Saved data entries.

* * * * * * *

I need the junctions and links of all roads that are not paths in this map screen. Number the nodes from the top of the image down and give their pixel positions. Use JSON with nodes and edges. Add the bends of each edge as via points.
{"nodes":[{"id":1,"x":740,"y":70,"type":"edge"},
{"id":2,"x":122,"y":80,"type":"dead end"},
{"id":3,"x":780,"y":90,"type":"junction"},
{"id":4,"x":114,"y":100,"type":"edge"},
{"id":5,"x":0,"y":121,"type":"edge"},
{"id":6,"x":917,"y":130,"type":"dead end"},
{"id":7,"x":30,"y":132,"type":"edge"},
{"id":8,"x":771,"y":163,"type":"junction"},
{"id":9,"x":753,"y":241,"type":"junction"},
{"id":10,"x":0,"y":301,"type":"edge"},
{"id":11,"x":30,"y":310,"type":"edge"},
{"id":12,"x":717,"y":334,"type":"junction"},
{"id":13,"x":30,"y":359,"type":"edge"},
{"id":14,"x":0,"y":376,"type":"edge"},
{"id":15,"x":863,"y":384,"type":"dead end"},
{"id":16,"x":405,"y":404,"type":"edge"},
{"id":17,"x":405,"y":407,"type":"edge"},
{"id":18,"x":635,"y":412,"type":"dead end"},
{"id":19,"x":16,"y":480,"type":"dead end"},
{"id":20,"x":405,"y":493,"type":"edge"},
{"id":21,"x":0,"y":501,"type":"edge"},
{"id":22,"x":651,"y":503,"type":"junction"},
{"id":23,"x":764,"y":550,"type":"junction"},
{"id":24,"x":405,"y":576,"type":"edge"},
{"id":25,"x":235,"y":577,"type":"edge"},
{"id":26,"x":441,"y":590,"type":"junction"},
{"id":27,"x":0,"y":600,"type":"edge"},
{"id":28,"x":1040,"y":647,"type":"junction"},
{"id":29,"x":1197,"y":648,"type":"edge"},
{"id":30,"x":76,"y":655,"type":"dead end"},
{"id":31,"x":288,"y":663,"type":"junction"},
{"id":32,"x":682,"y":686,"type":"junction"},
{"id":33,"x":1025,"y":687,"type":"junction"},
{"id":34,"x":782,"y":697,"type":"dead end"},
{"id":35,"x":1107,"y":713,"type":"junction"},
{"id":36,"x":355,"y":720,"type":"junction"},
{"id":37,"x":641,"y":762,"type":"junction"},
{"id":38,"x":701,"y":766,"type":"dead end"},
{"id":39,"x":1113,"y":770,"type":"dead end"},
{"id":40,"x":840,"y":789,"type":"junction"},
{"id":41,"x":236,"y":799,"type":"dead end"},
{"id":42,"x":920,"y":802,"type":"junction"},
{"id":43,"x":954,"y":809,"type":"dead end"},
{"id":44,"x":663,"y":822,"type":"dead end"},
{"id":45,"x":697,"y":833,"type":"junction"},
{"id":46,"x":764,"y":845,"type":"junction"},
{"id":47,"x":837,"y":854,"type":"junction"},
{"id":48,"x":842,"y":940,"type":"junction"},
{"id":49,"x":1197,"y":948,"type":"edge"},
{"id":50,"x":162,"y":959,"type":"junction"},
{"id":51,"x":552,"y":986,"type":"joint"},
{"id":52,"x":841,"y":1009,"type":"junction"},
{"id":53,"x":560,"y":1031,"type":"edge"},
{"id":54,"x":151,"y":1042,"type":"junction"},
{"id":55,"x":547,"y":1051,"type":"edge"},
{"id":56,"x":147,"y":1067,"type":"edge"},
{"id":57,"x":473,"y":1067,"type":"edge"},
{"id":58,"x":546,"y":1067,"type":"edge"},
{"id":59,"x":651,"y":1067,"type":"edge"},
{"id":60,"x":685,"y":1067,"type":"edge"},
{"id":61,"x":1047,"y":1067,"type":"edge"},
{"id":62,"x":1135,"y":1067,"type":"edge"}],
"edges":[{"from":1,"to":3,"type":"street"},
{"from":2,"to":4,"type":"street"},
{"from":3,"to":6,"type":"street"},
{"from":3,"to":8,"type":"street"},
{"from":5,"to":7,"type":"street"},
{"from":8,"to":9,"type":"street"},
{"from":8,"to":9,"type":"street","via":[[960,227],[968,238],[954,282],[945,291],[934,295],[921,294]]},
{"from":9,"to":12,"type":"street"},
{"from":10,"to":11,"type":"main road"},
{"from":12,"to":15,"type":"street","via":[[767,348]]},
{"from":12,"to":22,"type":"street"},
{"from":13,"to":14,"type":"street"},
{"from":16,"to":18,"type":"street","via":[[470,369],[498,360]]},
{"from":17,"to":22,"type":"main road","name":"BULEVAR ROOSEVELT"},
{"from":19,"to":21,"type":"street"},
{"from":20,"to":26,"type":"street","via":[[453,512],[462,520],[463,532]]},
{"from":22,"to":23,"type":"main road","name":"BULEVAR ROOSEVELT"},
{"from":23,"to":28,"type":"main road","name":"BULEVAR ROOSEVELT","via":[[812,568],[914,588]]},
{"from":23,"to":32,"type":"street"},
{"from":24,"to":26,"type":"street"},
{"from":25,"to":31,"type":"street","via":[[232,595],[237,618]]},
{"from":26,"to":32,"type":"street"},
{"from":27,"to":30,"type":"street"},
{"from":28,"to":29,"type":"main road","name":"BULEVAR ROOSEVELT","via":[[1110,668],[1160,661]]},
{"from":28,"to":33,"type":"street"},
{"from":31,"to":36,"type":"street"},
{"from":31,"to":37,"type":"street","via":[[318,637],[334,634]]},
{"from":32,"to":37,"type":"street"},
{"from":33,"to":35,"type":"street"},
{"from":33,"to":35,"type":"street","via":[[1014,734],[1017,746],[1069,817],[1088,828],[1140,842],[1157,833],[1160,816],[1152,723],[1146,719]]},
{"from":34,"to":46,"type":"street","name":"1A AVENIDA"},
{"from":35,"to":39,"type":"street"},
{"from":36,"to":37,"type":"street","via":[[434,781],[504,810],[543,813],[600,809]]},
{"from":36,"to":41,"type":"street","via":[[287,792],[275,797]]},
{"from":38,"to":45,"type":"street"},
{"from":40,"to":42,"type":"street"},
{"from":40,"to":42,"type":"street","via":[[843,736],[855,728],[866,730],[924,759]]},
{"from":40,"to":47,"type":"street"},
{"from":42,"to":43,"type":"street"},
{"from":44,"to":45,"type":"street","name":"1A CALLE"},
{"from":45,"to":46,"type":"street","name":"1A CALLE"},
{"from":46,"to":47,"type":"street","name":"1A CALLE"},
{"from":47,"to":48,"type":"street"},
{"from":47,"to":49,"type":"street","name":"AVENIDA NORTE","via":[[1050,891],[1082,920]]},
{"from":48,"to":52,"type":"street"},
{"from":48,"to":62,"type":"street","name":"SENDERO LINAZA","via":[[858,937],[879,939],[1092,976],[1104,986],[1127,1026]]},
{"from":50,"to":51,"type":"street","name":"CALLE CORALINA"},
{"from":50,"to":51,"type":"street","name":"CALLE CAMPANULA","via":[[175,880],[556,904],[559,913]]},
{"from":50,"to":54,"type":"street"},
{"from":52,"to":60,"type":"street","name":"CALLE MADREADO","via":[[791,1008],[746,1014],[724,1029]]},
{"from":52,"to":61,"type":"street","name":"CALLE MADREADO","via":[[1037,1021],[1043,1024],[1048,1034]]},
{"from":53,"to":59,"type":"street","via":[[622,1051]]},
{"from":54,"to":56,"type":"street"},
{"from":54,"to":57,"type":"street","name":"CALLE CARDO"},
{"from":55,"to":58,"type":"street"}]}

* * * * * * *

GOAL OF THE EXERCISE.
Read the data above. Pull out each line in which the string "BULEVAR" appears.

RESPONSE.
{"from":17,"to":22,"type":"main road","name":"BULEVAR ROOSEVELT"},
{"from":22,"to":23,"type":"main road","name":"BULEVAR ROOSEVELT"},
{"from":23,"to":28,"type":"main road","name":"BULEVAR ROOSEVELT","via":[[812,568],[914,588]]},
{"from":28,"to":29,"type":"main road","name":"BULEVAR ROOSEVELT","via":[[1110,668],[1160,661]]},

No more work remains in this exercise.